Top of Given information

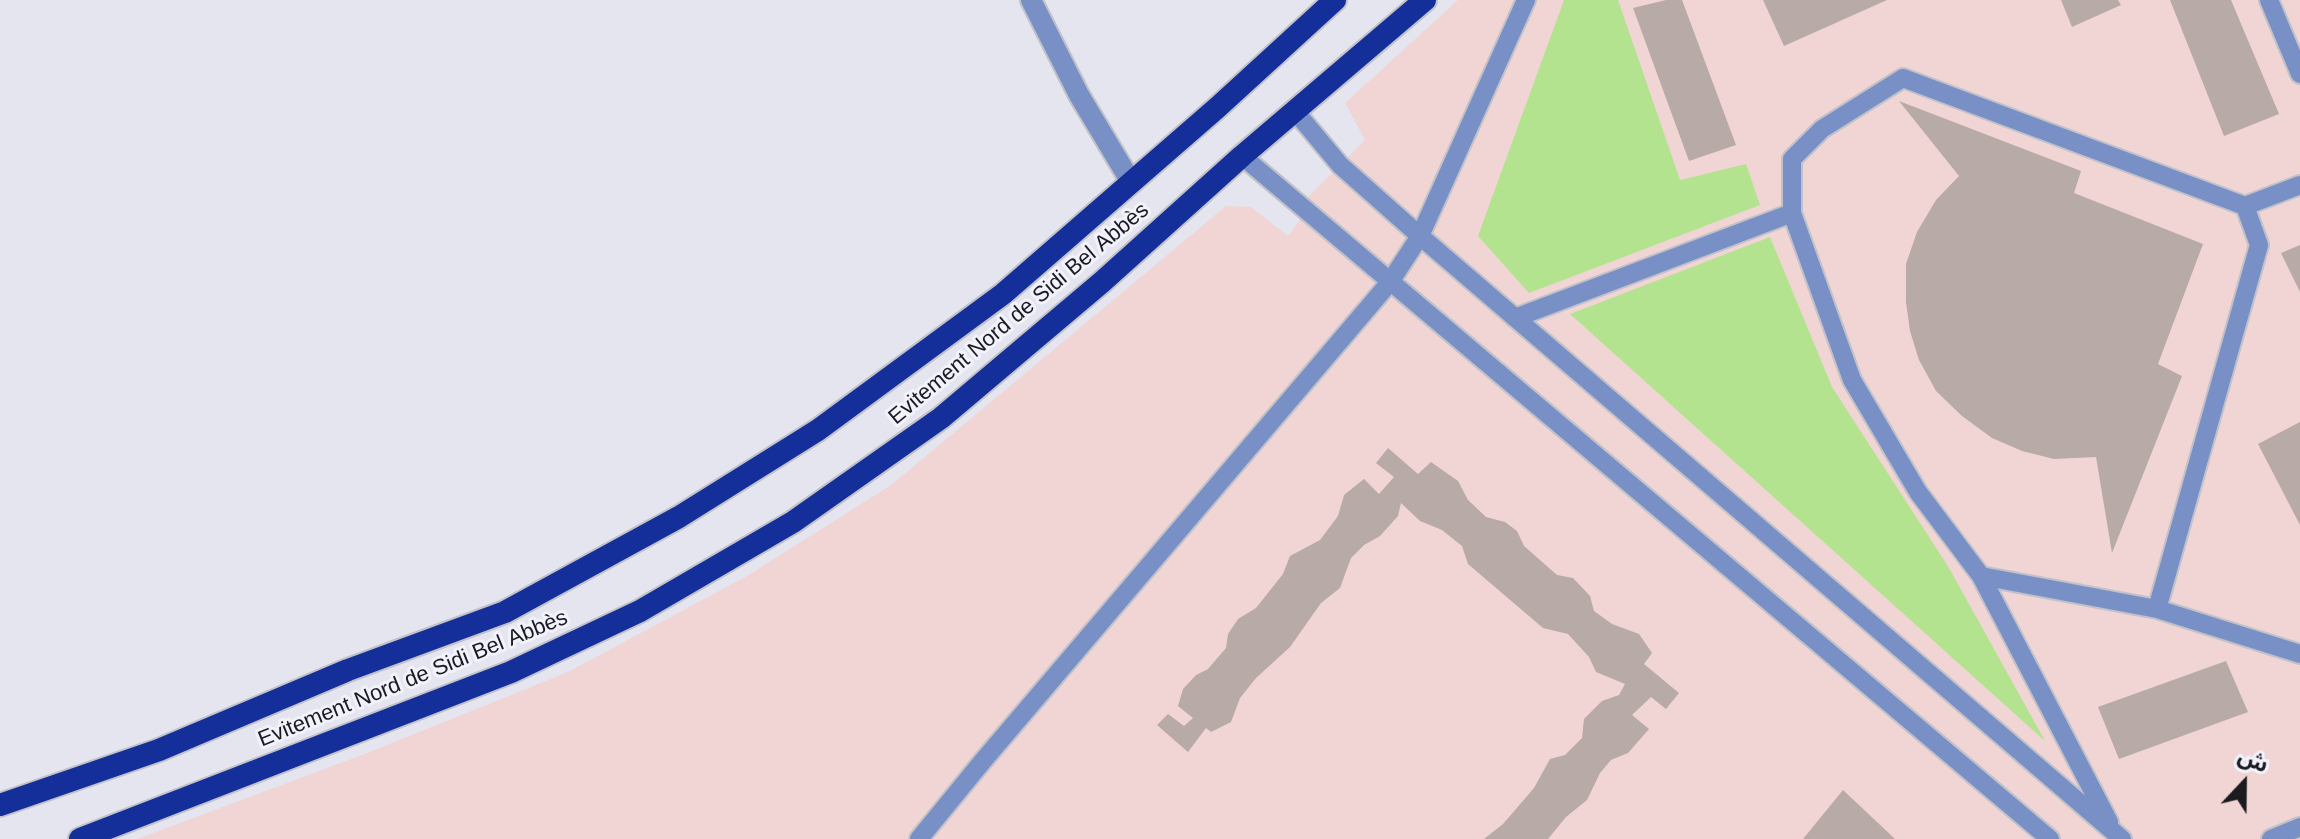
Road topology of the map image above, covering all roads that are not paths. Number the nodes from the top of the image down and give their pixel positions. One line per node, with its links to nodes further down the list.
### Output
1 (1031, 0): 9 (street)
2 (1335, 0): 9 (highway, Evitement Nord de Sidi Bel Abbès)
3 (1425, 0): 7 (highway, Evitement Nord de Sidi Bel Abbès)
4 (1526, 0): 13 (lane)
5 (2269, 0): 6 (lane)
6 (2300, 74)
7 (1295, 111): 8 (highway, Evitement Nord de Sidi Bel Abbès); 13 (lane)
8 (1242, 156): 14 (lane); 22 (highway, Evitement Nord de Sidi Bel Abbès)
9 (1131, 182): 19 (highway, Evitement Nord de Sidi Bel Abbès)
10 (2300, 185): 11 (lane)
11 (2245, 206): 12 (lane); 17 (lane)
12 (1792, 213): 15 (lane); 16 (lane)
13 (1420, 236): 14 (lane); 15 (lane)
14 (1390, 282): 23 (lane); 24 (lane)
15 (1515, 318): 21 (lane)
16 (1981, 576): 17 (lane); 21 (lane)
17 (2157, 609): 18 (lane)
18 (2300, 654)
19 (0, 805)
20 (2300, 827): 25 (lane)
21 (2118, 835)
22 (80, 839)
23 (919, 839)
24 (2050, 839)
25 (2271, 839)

Bottom of Given information
Top of Given information

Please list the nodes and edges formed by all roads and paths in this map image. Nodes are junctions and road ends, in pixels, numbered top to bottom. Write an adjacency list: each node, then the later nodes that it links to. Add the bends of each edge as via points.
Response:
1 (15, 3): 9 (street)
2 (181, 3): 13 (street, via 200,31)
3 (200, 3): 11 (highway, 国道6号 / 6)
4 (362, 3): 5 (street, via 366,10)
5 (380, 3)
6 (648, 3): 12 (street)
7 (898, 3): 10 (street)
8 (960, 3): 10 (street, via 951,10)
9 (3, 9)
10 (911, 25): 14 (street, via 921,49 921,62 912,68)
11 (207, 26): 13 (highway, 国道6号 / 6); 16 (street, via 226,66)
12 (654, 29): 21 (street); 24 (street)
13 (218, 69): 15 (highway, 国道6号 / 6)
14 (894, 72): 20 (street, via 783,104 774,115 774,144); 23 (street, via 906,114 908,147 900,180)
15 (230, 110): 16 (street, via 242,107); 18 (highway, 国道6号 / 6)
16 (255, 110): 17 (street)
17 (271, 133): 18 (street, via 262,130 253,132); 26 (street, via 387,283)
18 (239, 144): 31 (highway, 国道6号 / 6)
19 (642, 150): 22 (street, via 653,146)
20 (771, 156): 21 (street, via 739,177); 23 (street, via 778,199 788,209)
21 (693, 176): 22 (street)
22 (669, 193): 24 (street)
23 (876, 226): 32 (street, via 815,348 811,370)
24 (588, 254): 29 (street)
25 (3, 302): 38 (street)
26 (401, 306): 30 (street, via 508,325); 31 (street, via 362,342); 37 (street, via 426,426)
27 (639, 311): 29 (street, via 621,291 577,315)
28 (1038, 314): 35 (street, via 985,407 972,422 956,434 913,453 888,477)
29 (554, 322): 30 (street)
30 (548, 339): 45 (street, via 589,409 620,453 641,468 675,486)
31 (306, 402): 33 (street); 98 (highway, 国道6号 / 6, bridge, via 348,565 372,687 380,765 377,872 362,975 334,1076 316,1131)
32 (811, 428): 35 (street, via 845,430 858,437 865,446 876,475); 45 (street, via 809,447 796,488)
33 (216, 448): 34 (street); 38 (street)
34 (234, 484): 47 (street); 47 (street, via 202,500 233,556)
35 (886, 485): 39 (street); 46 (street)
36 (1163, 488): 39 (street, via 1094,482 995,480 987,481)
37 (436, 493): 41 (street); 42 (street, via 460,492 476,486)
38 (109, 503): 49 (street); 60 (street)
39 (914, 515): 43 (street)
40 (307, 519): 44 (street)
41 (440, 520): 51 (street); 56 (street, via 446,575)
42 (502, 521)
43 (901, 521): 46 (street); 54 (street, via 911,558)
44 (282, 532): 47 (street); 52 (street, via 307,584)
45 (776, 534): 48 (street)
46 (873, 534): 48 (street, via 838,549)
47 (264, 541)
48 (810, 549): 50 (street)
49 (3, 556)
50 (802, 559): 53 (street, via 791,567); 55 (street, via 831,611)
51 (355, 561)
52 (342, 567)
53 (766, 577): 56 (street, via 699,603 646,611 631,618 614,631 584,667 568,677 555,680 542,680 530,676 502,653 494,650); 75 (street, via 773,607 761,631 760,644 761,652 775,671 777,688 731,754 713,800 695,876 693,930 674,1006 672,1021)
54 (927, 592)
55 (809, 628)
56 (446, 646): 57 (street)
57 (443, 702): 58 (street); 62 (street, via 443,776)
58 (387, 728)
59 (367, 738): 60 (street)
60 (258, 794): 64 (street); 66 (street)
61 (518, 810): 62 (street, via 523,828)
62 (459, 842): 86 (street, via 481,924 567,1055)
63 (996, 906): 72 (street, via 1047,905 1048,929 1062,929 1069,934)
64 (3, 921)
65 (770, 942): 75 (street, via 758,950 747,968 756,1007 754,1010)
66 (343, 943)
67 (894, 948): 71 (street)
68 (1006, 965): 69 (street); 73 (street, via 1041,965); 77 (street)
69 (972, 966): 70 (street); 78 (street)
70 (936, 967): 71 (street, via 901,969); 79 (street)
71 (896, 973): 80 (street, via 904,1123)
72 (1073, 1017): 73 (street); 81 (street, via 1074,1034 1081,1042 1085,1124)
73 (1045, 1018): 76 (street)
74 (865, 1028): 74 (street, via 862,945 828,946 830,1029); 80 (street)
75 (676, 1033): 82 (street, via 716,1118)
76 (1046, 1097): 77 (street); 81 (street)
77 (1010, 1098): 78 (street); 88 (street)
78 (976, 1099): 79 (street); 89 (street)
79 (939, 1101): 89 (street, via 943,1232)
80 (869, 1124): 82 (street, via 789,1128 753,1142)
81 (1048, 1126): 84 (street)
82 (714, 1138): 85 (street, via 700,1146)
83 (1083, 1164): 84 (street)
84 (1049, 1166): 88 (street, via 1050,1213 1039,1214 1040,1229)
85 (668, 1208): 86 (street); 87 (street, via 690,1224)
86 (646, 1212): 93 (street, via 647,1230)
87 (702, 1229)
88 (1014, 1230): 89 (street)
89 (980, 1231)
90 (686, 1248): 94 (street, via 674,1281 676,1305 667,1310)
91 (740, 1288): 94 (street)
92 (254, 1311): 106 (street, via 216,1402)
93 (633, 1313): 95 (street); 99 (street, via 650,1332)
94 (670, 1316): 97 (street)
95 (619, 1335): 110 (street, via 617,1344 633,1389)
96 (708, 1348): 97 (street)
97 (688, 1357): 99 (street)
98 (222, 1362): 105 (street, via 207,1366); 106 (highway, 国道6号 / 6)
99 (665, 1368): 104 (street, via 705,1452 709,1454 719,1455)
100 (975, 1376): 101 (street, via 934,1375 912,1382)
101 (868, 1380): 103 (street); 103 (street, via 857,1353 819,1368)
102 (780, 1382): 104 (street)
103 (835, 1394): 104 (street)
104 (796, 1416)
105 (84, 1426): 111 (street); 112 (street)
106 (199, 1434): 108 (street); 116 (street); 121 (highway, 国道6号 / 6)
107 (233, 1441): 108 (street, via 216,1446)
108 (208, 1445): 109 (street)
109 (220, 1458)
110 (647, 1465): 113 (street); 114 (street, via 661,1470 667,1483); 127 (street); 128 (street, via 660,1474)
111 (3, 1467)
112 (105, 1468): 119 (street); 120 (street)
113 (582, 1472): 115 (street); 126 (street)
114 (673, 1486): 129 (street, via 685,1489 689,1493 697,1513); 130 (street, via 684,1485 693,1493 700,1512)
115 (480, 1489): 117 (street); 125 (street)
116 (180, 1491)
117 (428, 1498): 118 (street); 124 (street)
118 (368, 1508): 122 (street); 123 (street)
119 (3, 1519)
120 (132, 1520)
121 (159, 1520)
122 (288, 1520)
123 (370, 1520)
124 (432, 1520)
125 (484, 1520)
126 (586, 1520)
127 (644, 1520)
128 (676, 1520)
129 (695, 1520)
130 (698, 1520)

Bottom of Given information

• Activity:
The lines in the records above that include the word "links" must be copied out.

• The answer:
Road topology of the map image above, covering all roads that are not paths. Number the nodes from the top of the image down and give their pixel positions. One line per node, with its links to nodes further down the list.
Please list the nodes and edges formed by all roads and paths in this map image. Nodes are junctions and road ends, in pixels, numbered top to bottom. Write an adjacency list: each node, then the later nodes that it links to. Add the bends of each edge as via points.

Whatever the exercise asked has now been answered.